→ **Prompt**
From the entries below, extract every line that includes the word "Street".
Data supplied below:
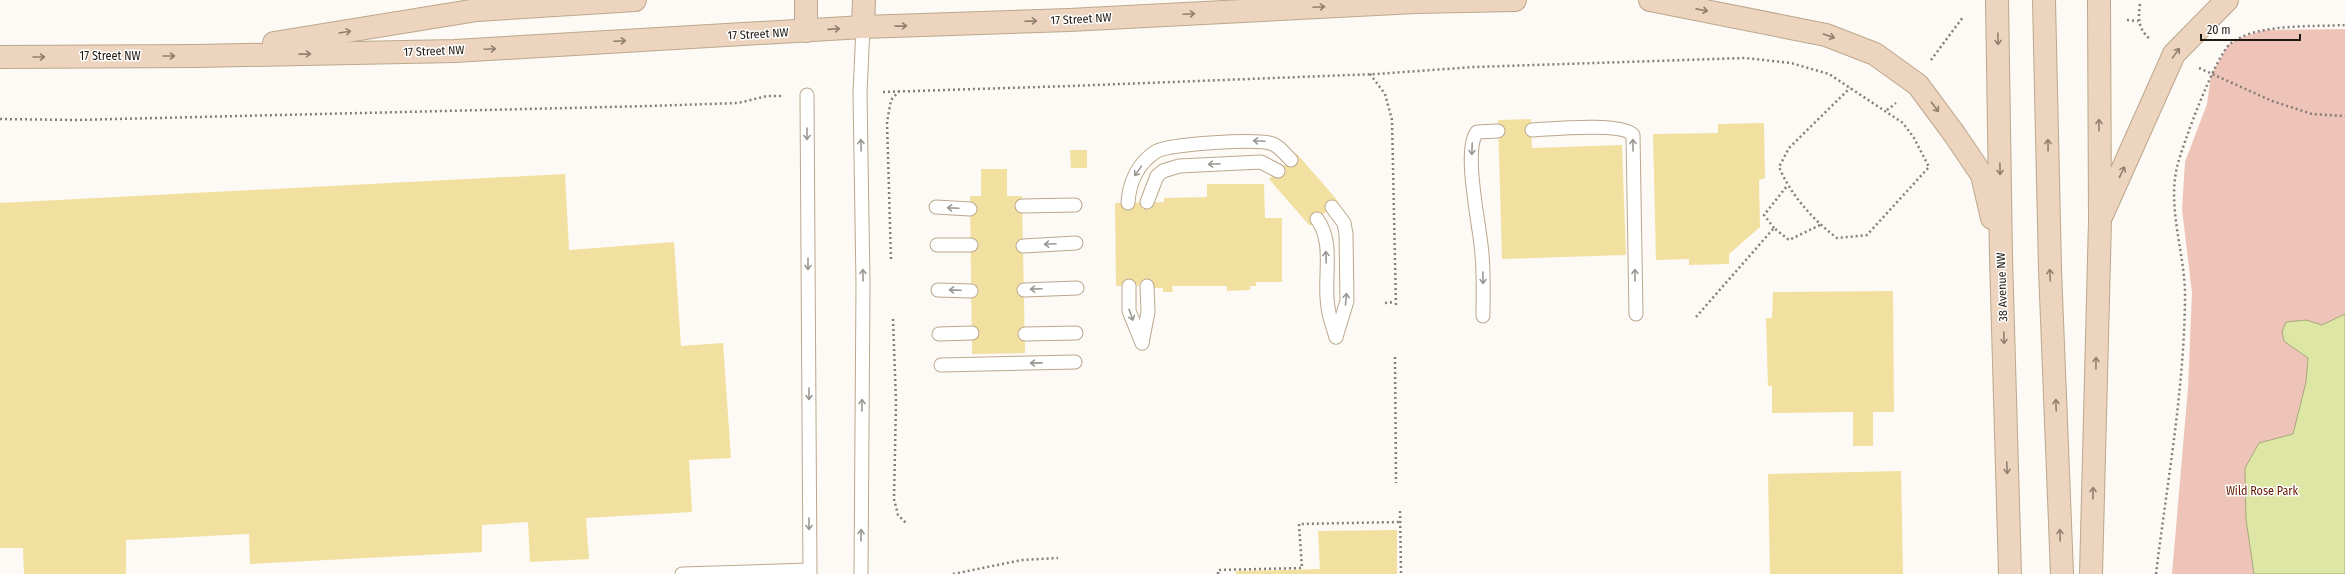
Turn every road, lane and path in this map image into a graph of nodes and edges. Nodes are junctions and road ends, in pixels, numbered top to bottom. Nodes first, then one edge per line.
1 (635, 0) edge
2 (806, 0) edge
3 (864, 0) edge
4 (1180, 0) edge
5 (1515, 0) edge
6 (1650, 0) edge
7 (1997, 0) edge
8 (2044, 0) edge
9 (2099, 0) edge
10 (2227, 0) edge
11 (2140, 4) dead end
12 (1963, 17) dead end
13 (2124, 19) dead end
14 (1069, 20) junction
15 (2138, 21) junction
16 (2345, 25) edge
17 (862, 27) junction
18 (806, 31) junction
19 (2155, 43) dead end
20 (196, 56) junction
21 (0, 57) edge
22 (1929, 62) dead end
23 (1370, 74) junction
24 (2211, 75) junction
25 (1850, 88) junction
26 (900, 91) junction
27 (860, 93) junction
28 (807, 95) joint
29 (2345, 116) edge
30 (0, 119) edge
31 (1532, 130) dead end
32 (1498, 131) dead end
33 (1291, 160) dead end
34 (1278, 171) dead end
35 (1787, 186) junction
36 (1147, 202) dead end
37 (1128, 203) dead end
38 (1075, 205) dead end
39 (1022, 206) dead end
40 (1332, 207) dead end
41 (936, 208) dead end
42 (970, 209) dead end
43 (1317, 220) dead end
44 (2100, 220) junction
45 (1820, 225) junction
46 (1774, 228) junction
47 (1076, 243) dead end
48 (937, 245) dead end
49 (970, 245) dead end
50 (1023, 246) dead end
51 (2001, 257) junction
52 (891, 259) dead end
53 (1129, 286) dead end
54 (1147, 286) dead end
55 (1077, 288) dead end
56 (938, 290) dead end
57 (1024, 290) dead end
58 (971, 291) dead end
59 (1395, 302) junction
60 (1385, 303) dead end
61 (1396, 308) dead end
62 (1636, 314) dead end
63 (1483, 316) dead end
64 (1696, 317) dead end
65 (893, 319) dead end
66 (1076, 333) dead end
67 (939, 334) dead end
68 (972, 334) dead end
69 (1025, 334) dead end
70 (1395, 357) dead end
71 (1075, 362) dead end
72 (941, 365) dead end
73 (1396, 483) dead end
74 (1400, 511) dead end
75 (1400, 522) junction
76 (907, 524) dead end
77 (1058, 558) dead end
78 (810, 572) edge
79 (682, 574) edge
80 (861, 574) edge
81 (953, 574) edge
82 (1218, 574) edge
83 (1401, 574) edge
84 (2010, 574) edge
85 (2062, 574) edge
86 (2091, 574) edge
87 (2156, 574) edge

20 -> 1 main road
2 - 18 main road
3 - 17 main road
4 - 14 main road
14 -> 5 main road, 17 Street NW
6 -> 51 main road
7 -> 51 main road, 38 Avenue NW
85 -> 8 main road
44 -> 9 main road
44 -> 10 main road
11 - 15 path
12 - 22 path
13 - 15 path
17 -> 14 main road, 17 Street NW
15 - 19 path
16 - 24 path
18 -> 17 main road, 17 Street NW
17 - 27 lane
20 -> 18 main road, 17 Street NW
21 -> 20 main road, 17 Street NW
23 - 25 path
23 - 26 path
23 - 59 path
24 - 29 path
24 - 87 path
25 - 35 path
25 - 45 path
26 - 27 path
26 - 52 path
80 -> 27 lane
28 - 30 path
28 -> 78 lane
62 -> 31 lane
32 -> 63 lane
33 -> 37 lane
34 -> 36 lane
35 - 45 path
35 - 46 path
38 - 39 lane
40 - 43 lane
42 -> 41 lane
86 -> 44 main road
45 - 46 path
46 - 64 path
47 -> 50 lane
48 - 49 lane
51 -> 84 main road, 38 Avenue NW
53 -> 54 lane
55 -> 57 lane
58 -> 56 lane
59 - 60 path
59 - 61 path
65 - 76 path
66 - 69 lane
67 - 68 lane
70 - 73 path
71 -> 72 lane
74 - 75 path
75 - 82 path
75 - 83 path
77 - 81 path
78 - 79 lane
End of Data supplied.
→ **Answer to the problem**
14 -> 5 main road, 17 Street NW
17 -> 14 main road, 17 Street NW
18 -> 17 main road, 17 Street NW
20 -> 18 main road, 17 Street NW
21 -> 20 main road, 17 Street NW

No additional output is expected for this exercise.